Does your organisation have a true performance management methodology? For the majority of organisations the answer is simply “no” – performance management amounts to a variety of disparate, ad hoc and predominantly reactive processes. Examples of such approaches may include:
Server utilisation monitoring – perfmon statistics – CPU/memory/disk utilisation etc.
User-feedback – “It seems slow”
Transaction response time monitoring (“stopwatch testing”)
Common limitations of these legacy approaches include:
Reactive – bottlenecks are typically only identified after they cause performance problems
Don’t take into account shared systems – virtualisation/SAN/network
Obtaining more useful data requires significantly greater operational investment
Tools tend to be focus on individual infrastructure layers making it difficult to build processes that are useful across the entire enterprise infrastructure
Baseline performance benchmarking only useful for before/after analysis – cannot be used for accurate “what if” scenario planning
The largest challenge faced by infrastructure administrators in responding to performance problems is a lack of data. When users complain that “it’s slow” administrators lack the critical information needed to effectively respond – how did the application perform before the issue arose; what utilisation metrics correlated to the previous, acceptable, performance level; to what degree is performance now degraded; what has changed between then and now?
As a result, administrators tend to fall back on intuitive approaches to performance troubleshooting – looking for errant performance metrics, reviewing code release schedules and recent infrastructure changes, and frequently fall back on crude techniques such as increasing available computational resources in a hope to resolve performance bottlenecks. Such approaches are inefficient and are not cost effective, and do not scale to large, complex environments.
A new wave of tools is emerging that seek to resolve these problems. These tools are generally “cross domain”, referring to their ability to collect and analyse data from multiple infrastructure layers. Typically, the include the ability to determine whether performance variations are due to increased load, code changes, infrastructure changes, or impacted by performance of shared system components (ie, where an application’s performance is degraded due to increased load on a shared component such as a virtualisation farm).
An additional benefit of a data-driven performance management approach is the ability to “right-sizing” infrastructure – particularly in virtualised environments, resources are often over-allocated to individual servers and are therefore wasted. Once administrators fully understand the true performance and resource requirements of applications, these wasted resources can be reclaimed and reallocated.

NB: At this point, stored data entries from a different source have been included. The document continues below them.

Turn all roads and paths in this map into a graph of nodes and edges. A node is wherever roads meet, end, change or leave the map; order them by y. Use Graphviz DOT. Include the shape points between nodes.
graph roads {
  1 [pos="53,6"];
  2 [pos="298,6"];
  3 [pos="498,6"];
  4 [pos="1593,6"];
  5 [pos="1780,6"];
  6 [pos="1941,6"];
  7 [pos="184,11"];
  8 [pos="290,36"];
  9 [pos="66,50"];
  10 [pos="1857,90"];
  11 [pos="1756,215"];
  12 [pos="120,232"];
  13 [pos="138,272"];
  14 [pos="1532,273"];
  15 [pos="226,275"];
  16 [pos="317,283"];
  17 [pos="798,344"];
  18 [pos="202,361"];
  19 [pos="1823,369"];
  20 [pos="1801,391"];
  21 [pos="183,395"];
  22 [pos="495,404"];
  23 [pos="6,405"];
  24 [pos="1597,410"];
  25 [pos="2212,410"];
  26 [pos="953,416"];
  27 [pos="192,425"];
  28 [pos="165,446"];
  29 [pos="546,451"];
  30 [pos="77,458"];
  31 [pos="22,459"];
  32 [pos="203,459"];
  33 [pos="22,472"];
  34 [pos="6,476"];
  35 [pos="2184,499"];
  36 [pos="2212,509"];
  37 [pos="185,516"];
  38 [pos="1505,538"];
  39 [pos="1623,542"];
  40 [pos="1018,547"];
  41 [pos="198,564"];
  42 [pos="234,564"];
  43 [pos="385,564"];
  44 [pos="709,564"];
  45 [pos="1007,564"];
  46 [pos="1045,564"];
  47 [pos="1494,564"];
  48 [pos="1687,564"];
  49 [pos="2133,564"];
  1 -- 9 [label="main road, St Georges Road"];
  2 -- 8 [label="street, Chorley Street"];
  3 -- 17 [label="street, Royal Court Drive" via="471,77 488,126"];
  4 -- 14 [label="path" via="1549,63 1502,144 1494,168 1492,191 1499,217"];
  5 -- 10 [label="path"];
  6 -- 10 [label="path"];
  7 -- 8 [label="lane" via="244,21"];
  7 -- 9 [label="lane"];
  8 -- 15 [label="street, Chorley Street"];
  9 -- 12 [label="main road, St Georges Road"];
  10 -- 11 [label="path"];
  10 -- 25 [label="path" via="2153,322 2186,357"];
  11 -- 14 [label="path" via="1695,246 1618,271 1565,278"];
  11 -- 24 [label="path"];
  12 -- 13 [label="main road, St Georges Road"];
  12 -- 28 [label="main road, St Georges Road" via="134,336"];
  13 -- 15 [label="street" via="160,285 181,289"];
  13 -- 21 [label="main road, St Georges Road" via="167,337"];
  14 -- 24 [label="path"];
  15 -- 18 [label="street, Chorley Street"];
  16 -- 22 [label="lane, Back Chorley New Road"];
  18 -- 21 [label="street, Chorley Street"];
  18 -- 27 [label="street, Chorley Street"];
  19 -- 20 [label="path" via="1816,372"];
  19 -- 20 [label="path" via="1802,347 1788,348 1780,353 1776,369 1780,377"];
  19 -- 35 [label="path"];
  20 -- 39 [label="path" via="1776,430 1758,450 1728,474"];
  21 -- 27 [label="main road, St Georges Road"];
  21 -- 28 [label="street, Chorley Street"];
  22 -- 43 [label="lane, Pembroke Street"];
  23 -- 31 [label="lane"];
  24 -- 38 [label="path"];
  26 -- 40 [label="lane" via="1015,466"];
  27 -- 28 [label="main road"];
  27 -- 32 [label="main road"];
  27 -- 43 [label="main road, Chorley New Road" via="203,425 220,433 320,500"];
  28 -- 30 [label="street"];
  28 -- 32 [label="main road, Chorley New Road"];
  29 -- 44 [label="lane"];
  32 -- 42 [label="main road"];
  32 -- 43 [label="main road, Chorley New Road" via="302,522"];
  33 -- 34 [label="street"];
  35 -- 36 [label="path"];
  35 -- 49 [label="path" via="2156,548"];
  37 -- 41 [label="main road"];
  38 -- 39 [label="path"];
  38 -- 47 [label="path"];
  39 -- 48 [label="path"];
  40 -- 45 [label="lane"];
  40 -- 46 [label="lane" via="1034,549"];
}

In addition, they are capable of complex scenario modelling – this allows administrators to forecast the impacts associated with, for example, a successful web marketing campaign, the hiring of 100 new office staff, or the opening of a new branch office. As a result administrators can proactively identify future performance bottlenecks and IT infrastructure spending can be targeted to where they will deliver most benefit. Further, by understanding application utilisation trends and knowing where bottlenecks reside in their infrastructure, administrators are able to reesolve performance issues before their users even notice them.